# TO DO
Among the records below, find the lines containing "Carré" and state only how many there are.

SOURCE MATERIAL: Begin

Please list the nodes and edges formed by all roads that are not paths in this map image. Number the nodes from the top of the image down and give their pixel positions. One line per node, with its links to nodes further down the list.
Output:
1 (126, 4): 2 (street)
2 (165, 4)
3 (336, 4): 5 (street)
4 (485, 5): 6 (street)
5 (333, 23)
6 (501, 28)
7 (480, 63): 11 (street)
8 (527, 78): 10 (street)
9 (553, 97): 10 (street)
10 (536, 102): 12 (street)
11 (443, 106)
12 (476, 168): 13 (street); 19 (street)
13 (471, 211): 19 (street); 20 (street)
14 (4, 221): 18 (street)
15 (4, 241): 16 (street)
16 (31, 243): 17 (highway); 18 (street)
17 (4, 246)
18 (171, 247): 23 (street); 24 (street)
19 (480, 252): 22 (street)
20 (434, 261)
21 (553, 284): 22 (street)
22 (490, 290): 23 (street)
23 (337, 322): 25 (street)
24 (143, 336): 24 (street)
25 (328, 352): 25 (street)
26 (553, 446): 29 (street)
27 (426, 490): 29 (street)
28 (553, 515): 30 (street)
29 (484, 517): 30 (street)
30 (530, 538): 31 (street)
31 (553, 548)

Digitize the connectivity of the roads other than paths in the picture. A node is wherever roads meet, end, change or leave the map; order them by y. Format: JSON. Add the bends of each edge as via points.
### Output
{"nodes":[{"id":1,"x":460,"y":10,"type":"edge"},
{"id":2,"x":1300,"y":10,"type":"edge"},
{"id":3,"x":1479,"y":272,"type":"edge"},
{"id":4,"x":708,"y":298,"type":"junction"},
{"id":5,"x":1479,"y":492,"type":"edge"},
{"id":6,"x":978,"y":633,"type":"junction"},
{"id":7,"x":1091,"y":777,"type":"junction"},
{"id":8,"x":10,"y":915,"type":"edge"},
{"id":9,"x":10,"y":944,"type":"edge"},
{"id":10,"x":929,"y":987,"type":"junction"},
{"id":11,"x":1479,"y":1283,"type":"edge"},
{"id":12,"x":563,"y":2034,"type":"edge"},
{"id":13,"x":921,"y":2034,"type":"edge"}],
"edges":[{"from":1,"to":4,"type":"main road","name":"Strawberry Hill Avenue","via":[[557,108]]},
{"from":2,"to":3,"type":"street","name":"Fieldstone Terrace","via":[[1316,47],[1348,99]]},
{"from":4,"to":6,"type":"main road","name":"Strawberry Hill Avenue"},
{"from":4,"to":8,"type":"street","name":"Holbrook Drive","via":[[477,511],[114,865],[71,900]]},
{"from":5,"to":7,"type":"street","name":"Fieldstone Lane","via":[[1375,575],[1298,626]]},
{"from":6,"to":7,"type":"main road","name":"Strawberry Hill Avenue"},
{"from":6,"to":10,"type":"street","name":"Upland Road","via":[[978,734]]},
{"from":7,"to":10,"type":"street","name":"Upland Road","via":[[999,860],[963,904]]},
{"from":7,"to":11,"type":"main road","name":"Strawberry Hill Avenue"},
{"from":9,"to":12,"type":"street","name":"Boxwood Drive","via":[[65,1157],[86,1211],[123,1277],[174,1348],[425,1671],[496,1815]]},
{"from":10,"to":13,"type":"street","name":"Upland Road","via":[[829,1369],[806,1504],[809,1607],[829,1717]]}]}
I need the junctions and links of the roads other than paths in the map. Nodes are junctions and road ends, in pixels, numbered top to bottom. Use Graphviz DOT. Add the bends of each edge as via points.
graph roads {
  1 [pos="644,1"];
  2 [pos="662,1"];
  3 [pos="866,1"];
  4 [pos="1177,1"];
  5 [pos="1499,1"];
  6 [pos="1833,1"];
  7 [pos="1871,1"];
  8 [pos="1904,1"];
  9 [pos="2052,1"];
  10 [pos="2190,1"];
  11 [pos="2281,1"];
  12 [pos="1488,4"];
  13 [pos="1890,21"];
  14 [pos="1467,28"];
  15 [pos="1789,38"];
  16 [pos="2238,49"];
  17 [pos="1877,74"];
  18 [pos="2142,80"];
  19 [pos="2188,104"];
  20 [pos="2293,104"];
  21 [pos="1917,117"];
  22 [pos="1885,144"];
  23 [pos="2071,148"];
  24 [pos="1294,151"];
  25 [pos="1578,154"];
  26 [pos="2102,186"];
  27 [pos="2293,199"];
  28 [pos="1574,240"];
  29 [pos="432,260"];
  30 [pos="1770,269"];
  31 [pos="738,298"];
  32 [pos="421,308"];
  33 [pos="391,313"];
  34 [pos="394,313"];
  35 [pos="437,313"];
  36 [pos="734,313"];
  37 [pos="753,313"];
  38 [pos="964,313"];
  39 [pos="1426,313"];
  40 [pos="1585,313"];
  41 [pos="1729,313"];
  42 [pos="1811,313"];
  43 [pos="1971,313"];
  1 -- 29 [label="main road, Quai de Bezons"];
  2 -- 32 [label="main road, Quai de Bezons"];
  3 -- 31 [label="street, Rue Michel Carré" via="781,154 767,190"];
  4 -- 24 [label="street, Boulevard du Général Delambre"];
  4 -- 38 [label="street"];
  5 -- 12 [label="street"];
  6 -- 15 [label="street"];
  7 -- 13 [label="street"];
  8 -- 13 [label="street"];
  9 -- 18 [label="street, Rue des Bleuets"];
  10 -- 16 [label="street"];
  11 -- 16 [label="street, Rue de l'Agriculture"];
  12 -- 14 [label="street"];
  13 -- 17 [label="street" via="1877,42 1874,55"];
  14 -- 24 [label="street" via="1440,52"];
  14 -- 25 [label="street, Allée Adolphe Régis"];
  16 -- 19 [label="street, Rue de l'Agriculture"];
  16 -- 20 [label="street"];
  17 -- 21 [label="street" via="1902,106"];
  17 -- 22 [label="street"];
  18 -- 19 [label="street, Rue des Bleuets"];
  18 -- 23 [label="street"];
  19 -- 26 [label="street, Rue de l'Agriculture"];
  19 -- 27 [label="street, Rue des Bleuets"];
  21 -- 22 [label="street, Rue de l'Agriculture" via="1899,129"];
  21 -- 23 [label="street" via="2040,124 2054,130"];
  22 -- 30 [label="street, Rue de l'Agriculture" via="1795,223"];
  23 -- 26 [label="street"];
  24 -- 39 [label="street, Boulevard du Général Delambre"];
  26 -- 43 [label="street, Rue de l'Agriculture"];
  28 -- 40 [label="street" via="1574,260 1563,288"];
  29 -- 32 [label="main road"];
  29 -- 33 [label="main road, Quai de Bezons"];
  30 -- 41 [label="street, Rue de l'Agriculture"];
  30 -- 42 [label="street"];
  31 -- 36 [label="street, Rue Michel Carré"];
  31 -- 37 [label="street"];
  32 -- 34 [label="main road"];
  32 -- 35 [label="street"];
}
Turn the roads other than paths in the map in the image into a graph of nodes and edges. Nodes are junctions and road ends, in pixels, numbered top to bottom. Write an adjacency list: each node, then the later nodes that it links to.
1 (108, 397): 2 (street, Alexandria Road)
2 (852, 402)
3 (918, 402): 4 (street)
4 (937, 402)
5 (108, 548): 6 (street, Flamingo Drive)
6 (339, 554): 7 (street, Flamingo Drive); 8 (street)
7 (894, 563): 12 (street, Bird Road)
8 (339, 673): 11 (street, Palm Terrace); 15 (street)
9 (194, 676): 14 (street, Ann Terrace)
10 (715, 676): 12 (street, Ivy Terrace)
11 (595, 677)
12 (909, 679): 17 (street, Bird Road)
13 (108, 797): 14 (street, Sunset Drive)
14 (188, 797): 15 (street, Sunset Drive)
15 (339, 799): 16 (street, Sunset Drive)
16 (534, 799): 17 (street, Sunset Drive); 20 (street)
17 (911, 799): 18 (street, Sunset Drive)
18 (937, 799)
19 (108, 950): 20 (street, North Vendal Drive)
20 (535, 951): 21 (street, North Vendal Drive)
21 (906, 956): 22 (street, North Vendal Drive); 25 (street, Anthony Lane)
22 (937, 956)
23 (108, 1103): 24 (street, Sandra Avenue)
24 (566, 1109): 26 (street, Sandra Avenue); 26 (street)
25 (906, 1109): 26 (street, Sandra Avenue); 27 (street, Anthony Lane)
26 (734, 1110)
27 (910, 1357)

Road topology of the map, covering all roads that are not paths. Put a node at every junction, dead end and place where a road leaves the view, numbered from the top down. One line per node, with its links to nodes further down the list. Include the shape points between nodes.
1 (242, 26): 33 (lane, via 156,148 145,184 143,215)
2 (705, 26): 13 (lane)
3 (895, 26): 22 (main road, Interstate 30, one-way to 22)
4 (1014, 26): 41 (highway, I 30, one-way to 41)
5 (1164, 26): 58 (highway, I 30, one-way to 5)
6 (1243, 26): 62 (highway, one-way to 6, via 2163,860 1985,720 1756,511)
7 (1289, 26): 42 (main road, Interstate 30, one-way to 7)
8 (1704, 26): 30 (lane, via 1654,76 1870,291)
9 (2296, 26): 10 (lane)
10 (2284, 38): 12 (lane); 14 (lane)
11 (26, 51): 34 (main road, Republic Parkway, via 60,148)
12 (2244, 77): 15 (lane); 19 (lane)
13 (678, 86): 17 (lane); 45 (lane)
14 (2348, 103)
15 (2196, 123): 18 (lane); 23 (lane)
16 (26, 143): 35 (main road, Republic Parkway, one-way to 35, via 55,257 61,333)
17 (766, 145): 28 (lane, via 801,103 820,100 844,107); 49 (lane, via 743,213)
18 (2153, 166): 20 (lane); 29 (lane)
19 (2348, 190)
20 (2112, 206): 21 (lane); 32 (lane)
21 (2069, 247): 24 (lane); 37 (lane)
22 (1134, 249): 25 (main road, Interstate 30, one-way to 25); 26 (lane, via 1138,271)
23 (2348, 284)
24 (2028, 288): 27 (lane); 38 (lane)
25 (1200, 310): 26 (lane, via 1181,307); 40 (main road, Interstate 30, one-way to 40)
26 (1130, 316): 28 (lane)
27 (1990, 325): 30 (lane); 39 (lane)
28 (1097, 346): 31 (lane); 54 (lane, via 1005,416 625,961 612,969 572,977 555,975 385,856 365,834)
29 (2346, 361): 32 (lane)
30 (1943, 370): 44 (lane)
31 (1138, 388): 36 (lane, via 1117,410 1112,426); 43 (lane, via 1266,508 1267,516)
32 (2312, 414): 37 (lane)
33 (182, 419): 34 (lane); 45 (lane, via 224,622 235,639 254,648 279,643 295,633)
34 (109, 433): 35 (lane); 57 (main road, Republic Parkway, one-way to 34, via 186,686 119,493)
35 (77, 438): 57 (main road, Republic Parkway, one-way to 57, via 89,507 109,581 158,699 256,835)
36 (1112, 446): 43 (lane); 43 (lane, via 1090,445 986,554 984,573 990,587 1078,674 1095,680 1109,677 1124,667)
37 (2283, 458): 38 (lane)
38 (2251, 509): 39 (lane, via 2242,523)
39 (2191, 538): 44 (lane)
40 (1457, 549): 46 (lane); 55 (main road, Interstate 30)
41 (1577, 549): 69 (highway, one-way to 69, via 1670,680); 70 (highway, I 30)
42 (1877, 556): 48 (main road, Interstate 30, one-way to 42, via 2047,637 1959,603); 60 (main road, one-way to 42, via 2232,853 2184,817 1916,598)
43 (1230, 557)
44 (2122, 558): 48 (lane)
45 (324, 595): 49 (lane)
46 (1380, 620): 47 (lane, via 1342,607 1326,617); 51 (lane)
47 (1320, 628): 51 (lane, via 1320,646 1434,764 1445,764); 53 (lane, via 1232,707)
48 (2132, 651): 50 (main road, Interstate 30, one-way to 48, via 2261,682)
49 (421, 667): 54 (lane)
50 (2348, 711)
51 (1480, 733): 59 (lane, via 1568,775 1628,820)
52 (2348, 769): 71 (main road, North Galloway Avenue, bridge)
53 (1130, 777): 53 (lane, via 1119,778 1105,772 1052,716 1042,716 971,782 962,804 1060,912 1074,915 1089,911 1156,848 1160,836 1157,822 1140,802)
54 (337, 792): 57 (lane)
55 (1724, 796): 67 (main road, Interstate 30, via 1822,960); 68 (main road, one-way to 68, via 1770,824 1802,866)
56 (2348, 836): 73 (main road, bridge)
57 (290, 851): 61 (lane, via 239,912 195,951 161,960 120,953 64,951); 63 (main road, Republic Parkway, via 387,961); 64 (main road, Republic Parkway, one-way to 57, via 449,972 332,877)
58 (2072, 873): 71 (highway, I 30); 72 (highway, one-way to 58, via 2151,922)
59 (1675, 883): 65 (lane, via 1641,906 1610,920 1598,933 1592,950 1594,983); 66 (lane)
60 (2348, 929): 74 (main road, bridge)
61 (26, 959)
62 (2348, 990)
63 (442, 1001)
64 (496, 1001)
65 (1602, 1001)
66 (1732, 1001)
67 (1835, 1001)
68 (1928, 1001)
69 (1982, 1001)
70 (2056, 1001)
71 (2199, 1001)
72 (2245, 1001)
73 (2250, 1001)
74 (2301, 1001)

SOURCE MATERIAL: End

# ANSWER SPACE
2